を使いますが、デュアルスタックの場合は、

iface eth0 inet dhcp

を追加しています。

presice の場合

cp -f /dev/null /etc/resolvconf/resolv.conf.d/original
sed -i 's/domain-name-servers, //' /etc/dhcp/dhclient.conf
cat << 'EOF' >  /etc/network/interfaces
> auto lo
> iface lo inet loopback
>
> auto eth0
> {% if host.ipv4 %}
> iface eth0 inet dhcp{% endif %}
> iface eth0 inet6 auto
>     dns-nameservers {{ dns_ipv6 }}
>     dns-search {{ subdomain }}.{{ dns_suffix }} {{ dns_suffix }}
> EOF

wheezy の場合

$ apt-get install -y resolvconf
$ cp -f /dev/null /etc/resolvconf/resolv.conf.d/original
$ sed -i 's/domain-name-servers, //' /etc/dhcp/dhclient.conf
$ cat << 'EOF' >  /root/interfaces
> auto lo
> iface lo inet loopback
>
> auto eth0
> {% if host.ipv4 %}
> iface eth0 inet dhcp{% endif %}
> iface eth0 inet6 auto
>     dns-nameservers {{ dns_ipv6 }}
>     dns-search {{ subdomain }}.{{ dns_suffix }} {{ dns_suffix }}
> EOF
$ sed -i 's/{{ host }}.bad/{{ host }}.{{ subdomain }}.{{ dns_suffix }}/g' /etc/hosts
$ echo '{{ host }}.{{ subdomain }}.{{ dns_suffix }}' > /etc/mailname
$ test -x /usr/sbin/postconf && /usr/sbin/postconf -e mydomain='{{ subdomain }}.{{ dns_suffix }}'

preciseとの違いとして、resolvconfをインストールとPostfixの設定を行っています。これらはUbuntu, DebianとでOSインストール後の設定や挙動を同じにするためです。preciseではresolvconfがデフォルトでインストールされますが、wheezyではインストールされません。また、後者はDebianではデフォルトMTAはEximなのでこれをPostfixに変更しているのですが [1] 、これらの設定を行わないと、localhost.localdomainのままになっているからです。

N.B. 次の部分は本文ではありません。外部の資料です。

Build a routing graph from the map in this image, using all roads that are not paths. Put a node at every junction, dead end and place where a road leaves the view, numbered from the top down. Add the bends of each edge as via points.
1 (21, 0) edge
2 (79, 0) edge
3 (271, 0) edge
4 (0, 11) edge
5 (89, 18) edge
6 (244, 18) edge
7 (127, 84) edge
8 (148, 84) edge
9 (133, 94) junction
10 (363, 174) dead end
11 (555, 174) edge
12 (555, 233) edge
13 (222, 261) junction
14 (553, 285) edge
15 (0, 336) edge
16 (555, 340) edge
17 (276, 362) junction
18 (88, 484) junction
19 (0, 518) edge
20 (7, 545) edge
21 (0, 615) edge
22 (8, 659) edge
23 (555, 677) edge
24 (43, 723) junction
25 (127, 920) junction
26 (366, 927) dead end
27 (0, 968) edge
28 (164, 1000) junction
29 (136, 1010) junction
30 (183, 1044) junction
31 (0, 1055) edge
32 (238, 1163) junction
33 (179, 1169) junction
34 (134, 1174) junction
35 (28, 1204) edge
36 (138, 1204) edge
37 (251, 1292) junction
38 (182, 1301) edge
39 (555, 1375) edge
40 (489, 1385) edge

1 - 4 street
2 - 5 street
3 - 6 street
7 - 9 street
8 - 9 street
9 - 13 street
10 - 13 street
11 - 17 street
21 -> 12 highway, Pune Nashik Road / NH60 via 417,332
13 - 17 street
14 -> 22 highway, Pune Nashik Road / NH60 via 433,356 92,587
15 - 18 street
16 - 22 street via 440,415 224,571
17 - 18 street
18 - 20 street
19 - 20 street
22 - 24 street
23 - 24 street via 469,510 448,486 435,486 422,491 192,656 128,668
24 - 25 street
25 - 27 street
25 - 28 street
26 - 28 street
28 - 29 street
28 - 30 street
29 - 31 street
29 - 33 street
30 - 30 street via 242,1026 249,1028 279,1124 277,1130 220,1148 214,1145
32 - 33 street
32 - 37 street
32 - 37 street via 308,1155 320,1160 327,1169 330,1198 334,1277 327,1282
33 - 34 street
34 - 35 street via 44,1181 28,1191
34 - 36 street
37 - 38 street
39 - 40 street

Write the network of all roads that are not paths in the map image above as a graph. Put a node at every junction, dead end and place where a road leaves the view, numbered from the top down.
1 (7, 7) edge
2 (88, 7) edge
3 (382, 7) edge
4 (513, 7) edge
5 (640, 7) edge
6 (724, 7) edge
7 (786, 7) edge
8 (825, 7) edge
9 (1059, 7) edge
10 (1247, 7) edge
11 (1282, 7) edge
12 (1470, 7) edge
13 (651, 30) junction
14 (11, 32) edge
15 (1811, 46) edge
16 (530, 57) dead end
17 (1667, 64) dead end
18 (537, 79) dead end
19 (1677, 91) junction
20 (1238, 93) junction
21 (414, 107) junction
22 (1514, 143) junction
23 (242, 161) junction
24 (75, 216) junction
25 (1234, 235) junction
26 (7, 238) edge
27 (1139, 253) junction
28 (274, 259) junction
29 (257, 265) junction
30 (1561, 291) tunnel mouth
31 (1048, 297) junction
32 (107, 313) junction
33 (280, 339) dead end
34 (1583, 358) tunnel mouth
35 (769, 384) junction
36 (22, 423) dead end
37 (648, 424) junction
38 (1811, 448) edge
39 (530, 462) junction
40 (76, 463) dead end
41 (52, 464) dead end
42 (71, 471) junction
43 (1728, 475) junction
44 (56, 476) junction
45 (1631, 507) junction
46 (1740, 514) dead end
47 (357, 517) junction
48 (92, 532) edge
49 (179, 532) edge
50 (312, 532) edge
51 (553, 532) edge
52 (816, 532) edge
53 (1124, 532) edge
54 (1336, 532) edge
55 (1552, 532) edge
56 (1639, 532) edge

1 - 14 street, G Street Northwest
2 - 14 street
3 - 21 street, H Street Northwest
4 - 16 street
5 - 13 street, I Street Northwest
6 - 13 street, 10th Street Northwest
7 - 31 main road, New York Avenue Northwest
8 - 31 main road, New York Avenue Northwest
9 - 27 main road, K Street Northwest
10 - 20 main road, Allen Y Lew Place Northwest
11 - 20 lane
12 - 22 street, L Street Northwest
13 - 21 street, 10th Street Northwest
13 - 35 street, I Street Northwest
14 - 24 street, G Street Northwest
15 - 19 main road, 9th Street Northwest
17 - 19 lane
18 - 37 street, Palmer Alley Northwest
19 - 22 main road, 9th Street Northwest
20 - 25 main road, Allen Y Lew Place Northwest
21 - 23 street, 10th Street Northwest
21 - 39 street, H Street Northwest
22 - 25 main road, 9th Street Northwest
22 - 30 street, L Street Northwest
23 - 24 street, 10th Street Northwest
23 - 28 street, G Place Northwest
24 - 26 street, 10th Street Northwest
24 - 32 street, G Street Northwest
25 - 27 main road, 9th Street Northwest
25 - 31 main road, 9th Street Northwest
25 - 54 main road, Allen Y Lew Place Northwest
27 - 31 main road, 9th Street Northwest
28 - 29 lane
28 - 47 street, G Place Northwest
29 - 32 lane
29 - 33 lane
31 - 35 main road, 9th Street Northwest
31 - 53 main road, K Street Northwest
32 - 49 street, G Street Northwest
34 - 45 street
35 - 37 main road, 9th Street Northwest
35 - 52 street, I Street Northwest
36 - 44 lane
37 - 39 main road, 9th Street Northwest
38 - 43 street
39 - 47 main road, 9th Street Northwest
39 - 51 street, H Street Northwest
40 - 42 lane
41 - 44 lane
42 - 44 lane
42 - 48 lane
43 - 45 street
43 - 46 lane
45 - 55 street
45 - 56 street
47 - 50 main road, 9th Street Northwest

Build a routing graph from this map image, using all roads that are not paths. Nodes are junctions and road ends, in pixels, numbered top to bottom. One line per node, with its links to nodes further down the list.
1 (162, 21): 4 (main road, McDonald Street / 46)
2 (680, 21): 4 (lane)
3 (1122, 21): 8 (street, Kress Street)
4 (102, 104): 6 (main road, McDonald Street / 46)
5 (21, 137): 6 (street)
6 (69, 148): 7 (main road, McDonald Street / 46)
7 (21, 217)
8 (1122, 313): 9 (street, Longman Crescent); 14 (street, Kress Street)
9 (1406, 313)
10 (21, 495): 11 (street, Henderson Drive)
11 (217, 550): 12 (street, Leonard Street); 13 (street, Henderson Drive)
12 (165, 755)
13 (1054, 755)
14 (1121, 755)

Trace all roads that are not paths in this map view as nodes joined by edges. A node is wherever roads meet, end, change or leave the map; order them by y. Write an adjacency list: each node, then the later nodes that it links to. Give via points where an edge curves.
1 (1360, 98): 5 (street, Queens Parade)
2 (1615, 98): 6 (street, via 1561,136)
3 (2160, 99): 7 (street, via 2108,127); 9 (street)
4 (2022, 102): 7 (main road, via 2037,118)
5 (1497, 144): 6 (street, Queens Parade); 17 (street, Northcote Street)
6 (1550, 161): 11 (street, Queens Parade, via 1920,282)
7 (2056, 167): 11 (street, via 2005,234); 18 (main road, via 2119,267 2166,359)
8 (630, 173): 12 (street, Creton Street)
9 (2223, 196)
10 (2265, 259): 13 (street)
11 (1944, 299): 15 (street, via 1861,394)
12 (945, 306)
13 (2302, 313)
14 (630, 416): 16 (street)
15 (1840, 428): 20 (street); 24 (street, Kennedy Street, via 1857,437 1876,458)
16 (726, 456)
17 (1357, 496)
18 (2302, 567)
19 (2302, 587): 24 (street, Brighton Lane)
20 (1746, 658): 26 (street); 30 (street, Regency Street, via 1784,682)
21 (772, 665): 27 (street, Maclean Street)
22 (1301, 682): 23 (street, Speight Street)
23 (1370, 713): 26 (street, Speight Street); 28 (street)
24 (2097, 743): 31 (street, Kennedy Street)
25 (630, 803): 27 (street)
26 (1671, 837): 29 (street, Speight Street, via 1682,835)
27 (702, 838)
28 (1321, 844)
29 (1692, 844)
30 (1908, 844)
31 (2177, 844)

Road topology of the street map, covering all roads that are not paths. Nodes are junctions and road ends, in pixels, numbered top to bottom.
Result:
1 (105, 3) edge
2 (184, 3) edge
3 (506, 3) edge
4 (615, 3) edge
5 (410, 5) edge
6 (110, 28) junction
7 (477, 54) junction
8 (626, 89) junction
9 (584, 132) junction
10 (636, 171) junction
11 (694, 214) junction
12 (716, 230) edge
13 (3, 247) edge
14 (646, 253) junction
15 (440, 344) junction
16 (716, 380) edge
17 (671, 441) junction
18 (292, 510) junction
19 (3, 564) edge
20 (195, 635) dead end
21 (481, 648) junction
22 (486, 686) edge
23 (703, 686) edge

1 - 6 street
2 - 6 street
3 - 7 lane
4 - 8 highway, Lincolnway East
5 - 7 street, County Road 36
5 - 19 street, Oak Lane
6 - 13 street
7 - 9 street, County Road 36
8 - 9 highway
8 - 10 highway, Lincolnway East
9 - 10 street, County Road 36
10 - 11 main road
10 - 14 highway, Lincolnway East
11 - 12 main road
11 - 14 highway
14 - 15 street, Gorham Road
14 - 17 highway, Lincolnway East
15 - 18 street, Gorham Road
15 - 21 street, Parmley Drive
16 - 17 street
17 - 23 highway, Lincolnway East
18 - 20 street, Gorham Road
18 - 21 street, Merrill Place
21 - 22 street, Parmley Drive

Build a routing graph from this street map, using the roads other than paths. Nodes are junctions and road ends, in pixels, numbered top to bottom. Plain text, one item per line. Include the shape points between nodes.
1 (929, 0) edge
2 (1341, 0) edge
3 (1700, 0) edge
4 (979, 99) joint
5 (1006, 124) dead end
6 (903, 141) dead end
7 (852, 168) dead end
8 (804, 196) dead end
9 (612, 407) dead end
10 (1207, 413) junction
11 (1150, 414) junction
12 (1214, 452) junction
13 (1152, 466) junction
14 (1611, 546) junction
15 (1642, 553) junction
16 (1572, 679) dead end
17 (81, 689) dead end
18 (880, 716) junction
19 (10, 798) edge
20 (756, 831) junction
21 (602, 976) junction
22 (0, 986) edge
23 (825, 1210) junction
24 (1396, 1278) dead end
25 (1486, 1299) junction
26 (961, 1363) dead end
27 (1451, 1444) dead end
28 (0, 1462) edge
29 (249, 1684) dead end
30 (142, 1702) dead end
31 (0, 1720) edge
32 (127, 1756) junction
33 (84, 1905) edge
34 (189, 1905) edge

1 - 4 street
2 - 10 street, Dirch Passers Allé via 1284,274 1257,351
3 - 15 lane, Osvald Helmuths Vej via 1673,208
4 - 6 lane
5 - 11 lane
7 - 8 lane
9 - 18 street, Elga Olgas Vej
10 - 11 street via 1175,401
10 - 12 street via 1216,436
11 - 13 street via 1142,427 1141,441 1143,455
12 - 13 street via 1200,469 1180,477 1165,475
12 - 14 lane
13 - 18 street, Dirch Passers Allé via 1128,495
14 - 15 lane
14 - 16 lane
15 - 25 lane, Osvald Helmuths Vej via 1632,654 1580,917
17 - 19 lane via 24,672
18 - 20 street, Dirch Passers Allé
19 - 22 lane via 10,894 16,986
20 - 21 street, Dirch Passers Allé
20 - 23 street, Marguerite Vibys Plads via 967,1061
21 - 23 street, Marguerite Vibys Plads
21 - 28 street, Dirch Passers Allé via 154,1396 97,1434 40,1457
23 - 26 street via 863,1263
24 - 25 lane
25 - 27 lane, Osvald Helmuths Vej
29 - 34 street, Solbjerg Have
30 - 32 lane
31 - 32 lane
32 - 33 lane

/etc/resolvconf/resolv.conf.d/originalを/dev/nullで上書きし、/etc/dhcp/dhclient.confでdomain-name-serversを削除していますが、これらは、前述のOSインストール時にはIPv4を使い、インストール後にはIPv6をデフォルト、必要に応じてデュアルスタックにする、というところに副作用があるためです。

このoriginalファイルはインストール時の情報を元に下記のように設定されます。wheezyの場合は、resolvconfパッケージをインストールした時点で、/etc/resolv.confの情報を元に設定されます。

search sub.example.org example.org
nameserver 192.0.2.1

しかしIPv6をデフォルトとしている環境なので、nameserverは、IPv6アドレスになっていることが本来の期待値です。

なので、これをこのままにしておくと、再起動やnetworkingの再起動時などの/etc/network/if-up.d/000resolvconfでresolvconf -aが実行されると、/etc/resolv.confの内容が書き換えられてしまう、という問題が発生します。なので、originalの中身を消しておけば、OS起動時などにRAで通知される値が正しく割り当てられます。

また、デュアルスタックを使用している場合には、DHCPのリース更新時や、dhclientの手動実行、あるいはservice networking restart実行時に、/etc/resolv.confのnameserverの値がIPv4に設定されてしまいます。これは、上述のdomain-name-serversを削除することによって、IPv6アドレスのままになります。なお、domain-nameを同様に削除すると、dhclient実行時に、下記のようなエラーが発生してしまうため、これは削除しません。

$ sudo dhclient eth0
RTNETLINK answers: File exists
chmod: cannot access `/etc/resolv.conf.dhclient-new.1276': No such file or directory
mv: cannot stat `/etc/resolv.conf.dhclient-new.1276': No such file or directory

今の職場環境の特殊事情ではありますが、もし同様なケースの場合には参考にしてみてはいかがでしょうか。